Schedule a vet visit

One of the first things to do is schedule the dog for a full wellness check-up with your veterinarian. Transfer medical records from the previous owner. Discuss any questions or concerns about the dog’s health and care needs.

Have the vet do a baseline exam to ensure all is well. They can advise you on diet, exercise needs, and age-appropriate health screening tests to run. Establishing a relationship with your new vet is key.

Learn the dog’s personality

Spend time getting to know your inherited dog’s unique personality traits and quirks. Assess their sociability, activity level, toy preferences, commands known, and behavioral challenges like anxiety.

Observe cues for hunger, needing to potty, desire for playtime or affection. The more insights you gain, the better you can cater to the dog’s needs. Go slowly and let the dog warm up to you in their own time.

Begin bonding

Forming a secure human-canine bond takes effort and patience. Start by keeping interactions relaxed, consistent and positive. Reward desired behaviors with praise, treats or play. Practice basic cues like sit, stay, and name recognition.

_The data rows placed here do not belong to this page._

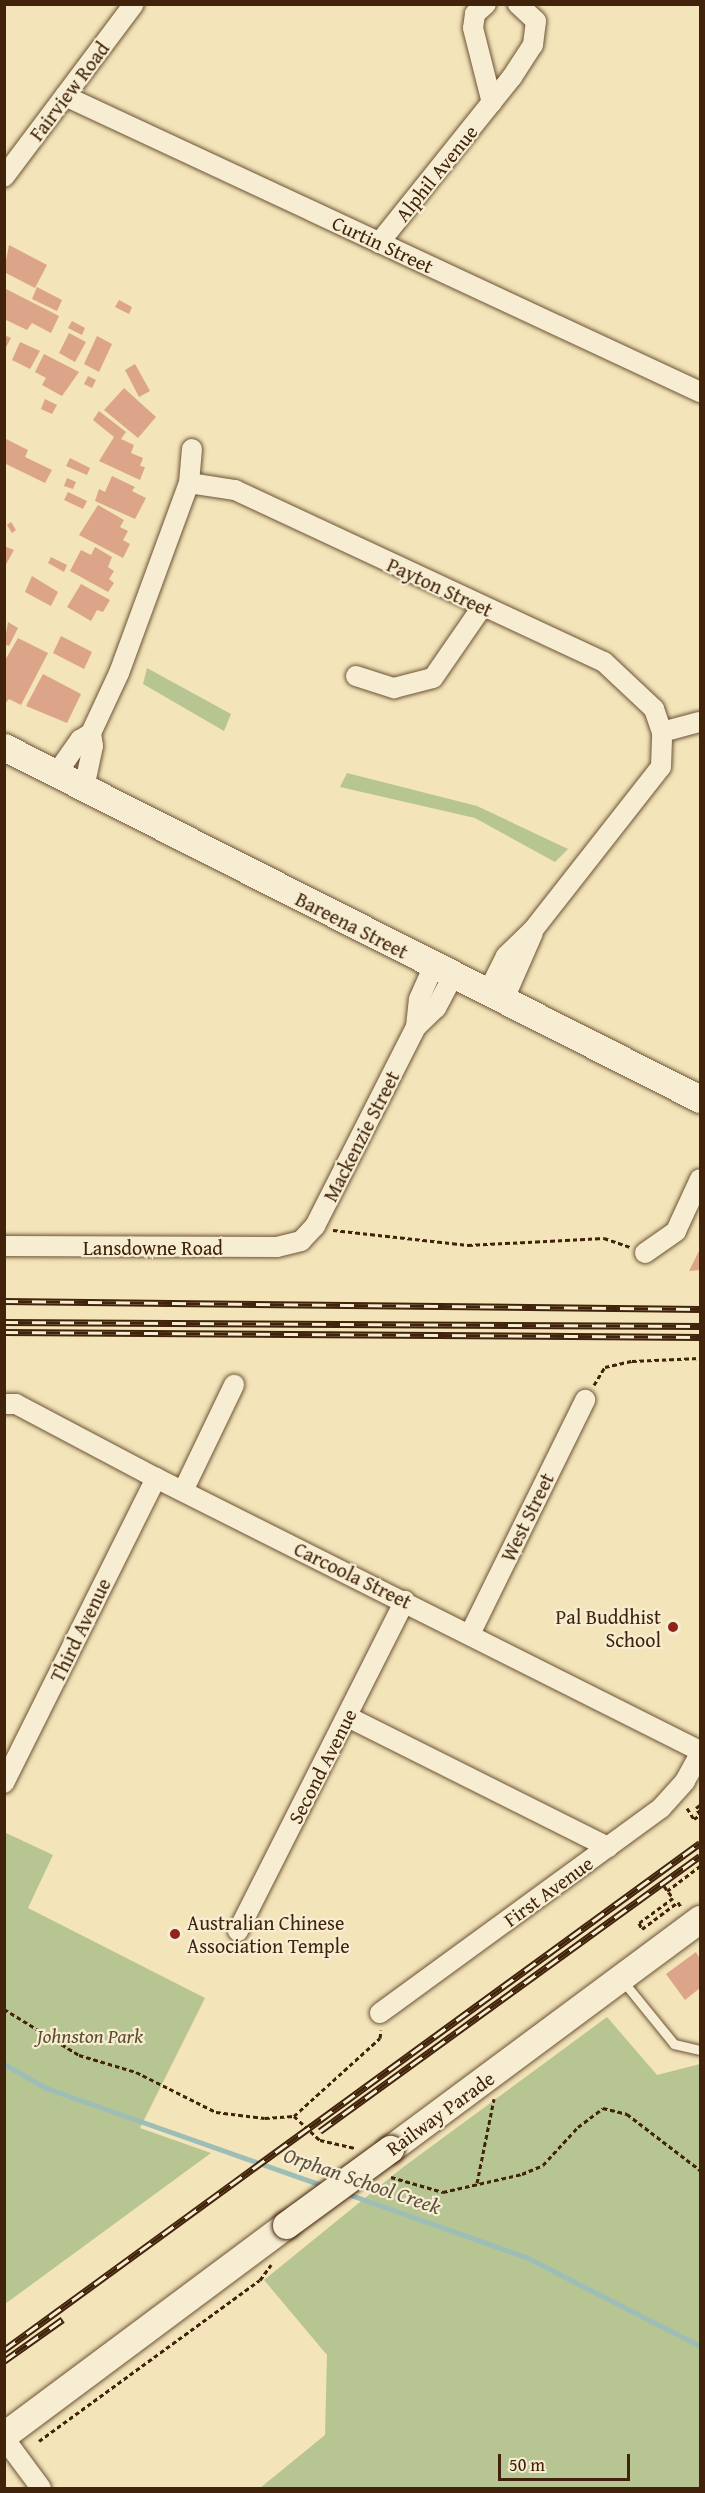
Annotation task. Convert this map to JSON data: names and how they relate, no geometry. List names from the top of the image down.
{
  "streets": {
    "main road": ["Bareena Street", "Railway Parade"],
    "street": [
      "Fairview Road",
      "Alphil Avenue",
      "Curtin Street",
      "Payton Street",
      "Mackenzie Street",
      "Lansdowne Road",
      "West Street",
      "Carcoola Street",
      "Third Avenue",
      "Second Avenue",
      "First Avenue"
    ]
  },
  "crossings": [
    ["Fairview Road", "Curtin Street"],
    ["Alphil Avenue", "Curtin Street"],
    ["Payton Street", "Bareena Street"],
    ["Bareena Street", "Mackenzie Street"],
    ["Mackenzie Street", "Lansdowne Road"],
    ["West Street", "Carcoola Street"],
    ["Carcoola Street", "Third Avenue"],
    ["Carcoola Street", "Second Avenue"],
    ["Carcoola Street", "First Avenue"]
  ],
  "water": ["Orphan School Creek"],
  "parks": ["Johnston Park"],
  "places": ["Pal Buddhist School", "Australian Chinese Association Temple"],
  "scale_bar": "50 m"
}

Take the dog on sniff walks to explore the neighborhood at their own pace. Engage them in favorite games and quality one-on-one time. Look for activities you both enjoy to find ways to connect.

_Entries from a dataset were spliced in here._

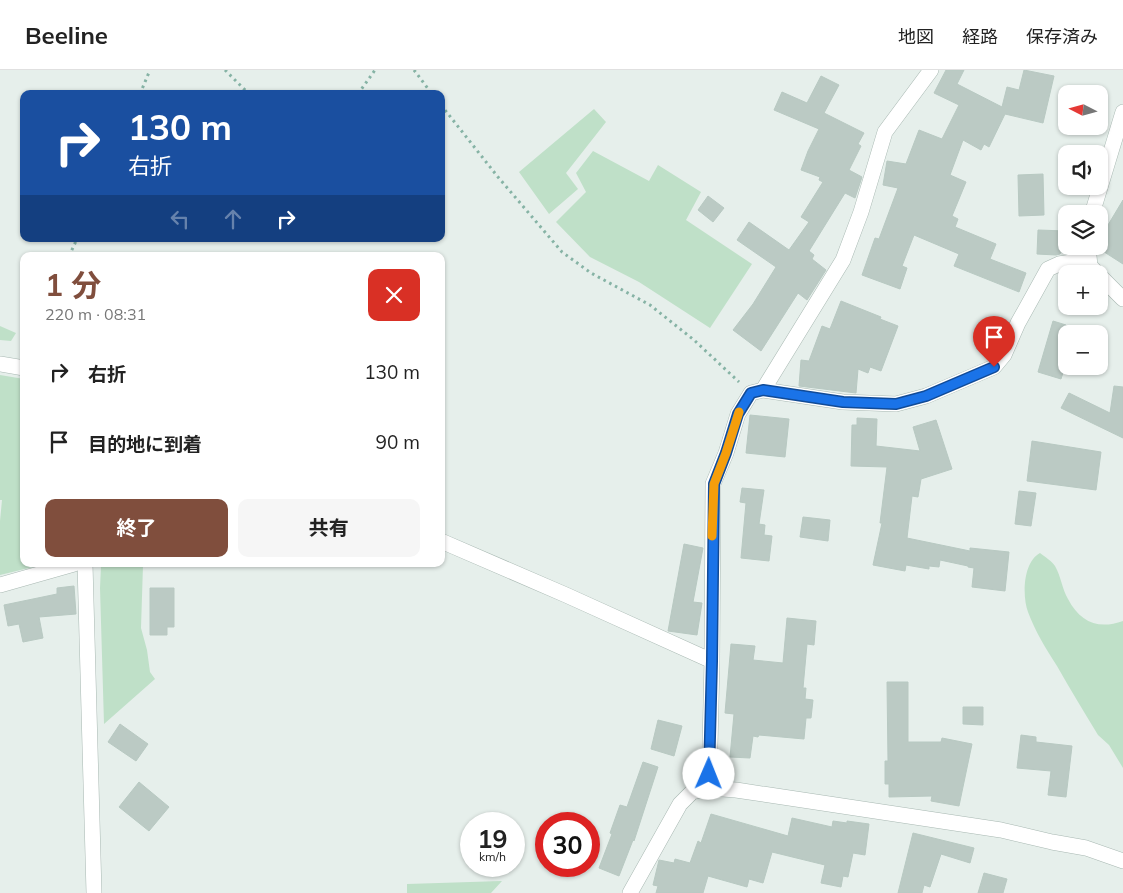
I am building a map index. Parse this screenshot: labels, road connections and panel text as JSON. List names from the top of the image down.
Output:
{
  "north": "left",
  "page": {
    "header": "Beeline",
    "nav": ["地図", "経路", "保存済み"],
    "map_buttons": ["+", "−"],
    "turn": ["130 m", "右折"],
    "heading": ["1 分", "220 m · 08:31"],
    "list": [
      {
        "name": "右折",
        "value": "130 m"
      },
      {
        "name": "目的地に到着",
        "value": "90 m"
      }
    ],
    "buttons": ["終了", "共有"],
    "speed": "19 km/h",
    "limit": "30"
  }
}
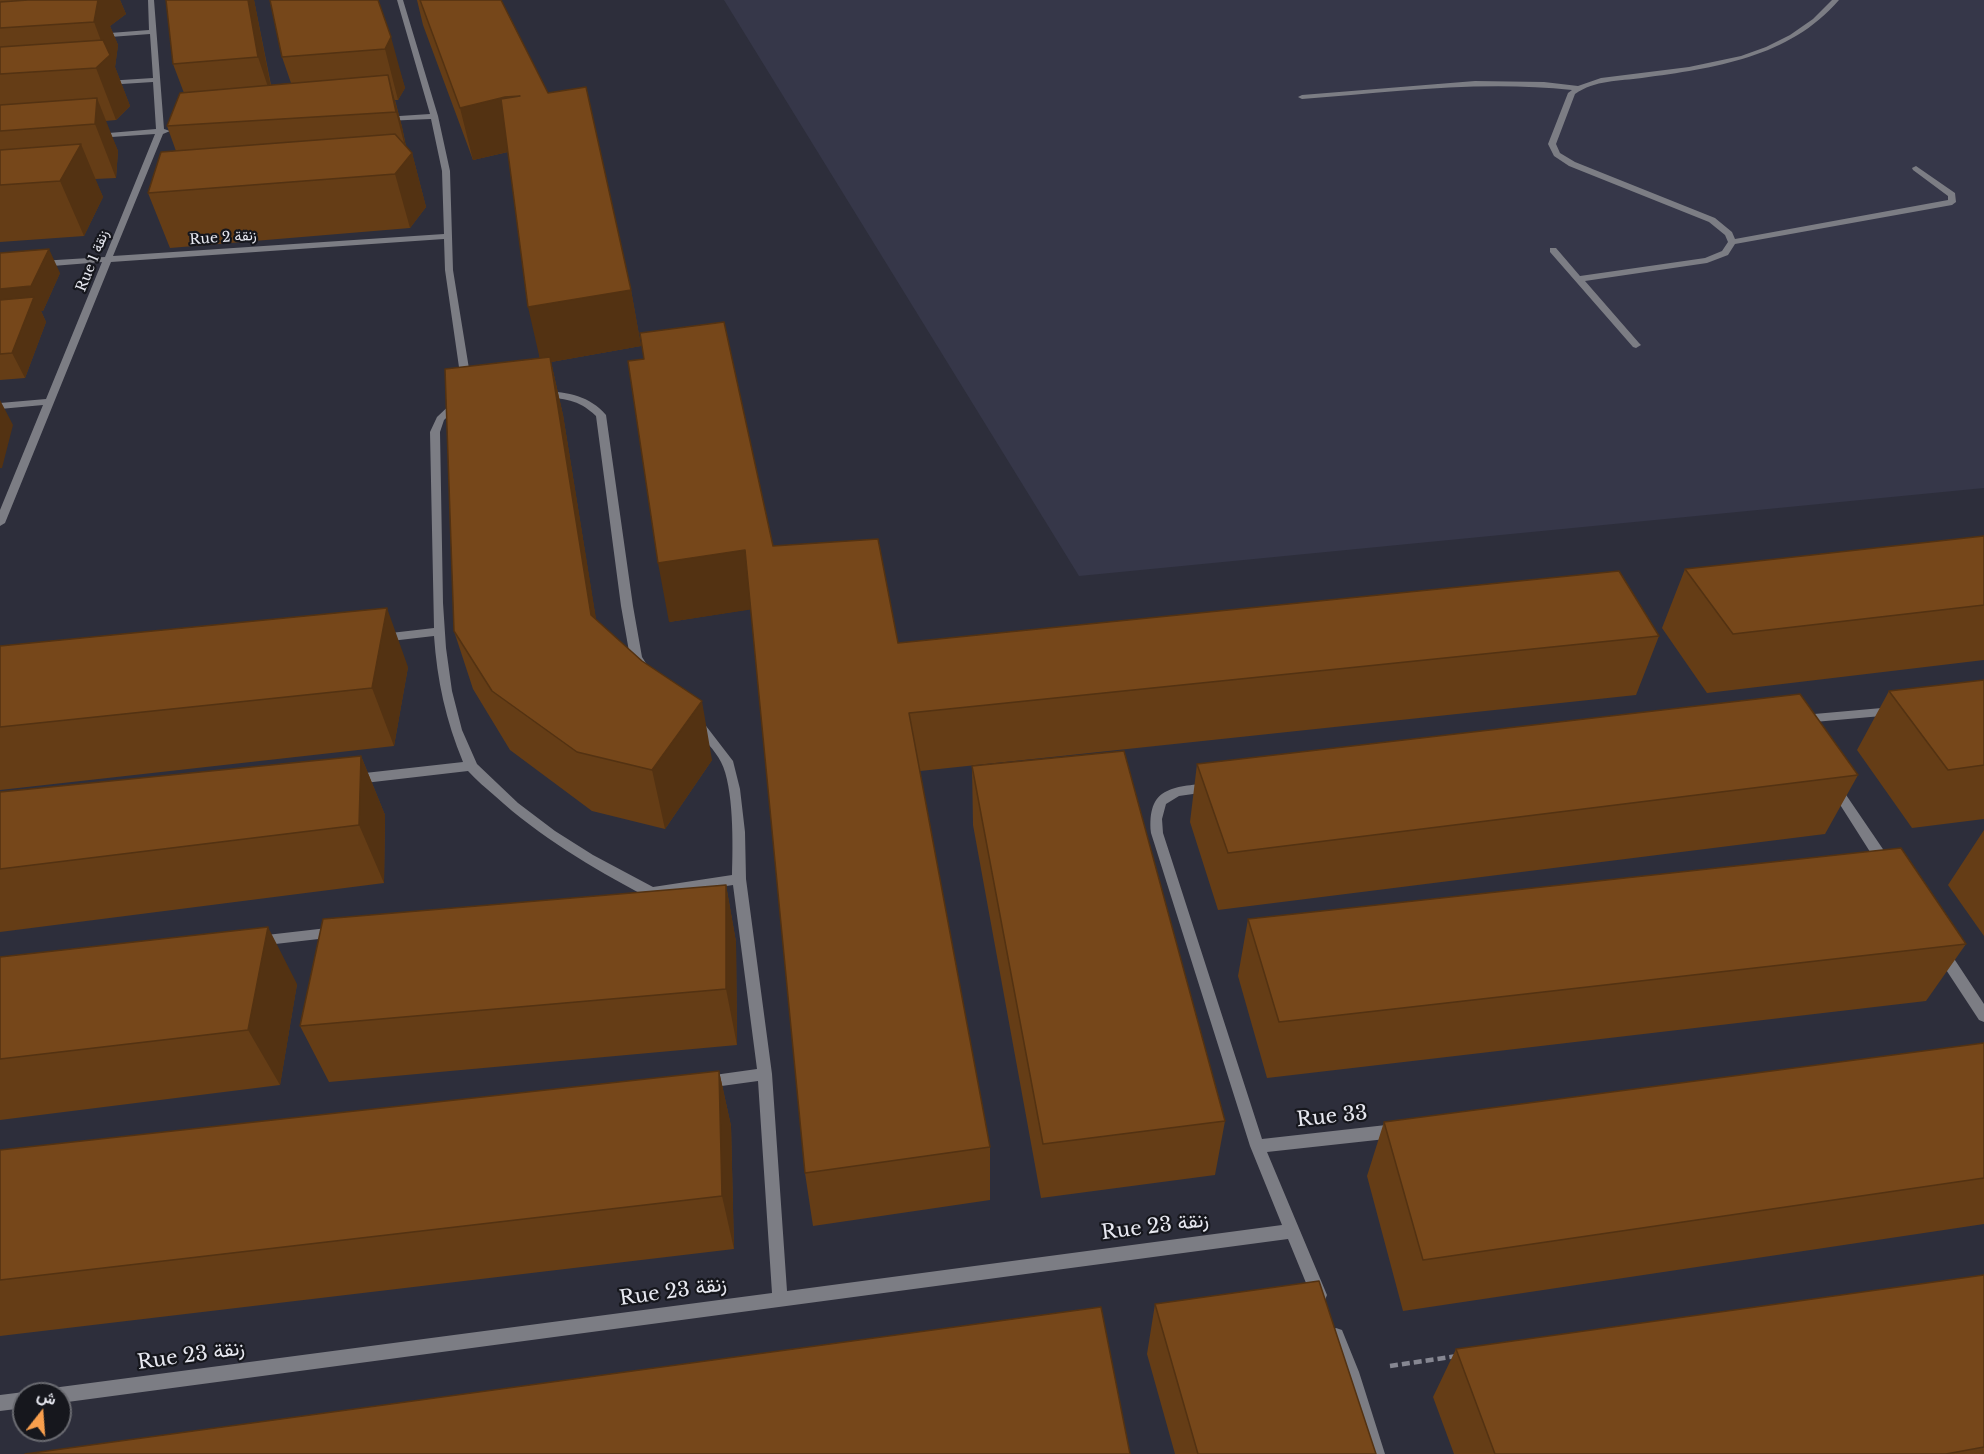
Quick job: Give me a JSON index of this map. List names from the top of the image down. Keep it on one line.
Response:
{"streets":{"street":["Rue 2 زنقة","Rue 1 زنقة","Rue 33","Rue 23 زنقة"]},"crossings":[["Rue 2 زنقة","Rue 1 زنقة"]],"north":"top"}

Introduce gradually to new people/animals

If you have other pets at home, introduce them slowly and safely to the new dog. Keep early interactions separated by gates or crates. Exchange scents first by swapping toys and blankets.

Closely supervise meetings on neutral territory. Be prepared to intervene if there are signs of fear, guarding, or aggression from either animal. Introduce the new dog gradually around new people as well.

Adjust to your routine

Over time, as you and the dog bond, you can begin transitioning them to integrate with your household’s routine. Transition slowly to the type of food, walking schedule, or style of training you prefer.

Be patient as the dog gets used to new ways of doing things. Keep communicating and showing them what you expect. Make the adjustments in small, rewarding steps.

While inheriting a dog takes effort, the payoff of offering a loving home to a canine in need is priceless. Follow these steps to help make the transition smooth for all. With time, care, and training your new furry friend will settle happily into their forever home.

Inheriting a dog may not be best for you or the dog

In some instances, inheriting a dog may not be the ideal situation due to finances or your current living conditions. “Although it is important to honor the wishes of those who pass, it is critical that any arrangement ultimately be good for all the living creatures involved,” Find Law states. “If you have inherited a pet or are considering what arrangements to make for yours, speak to an estate attorney.”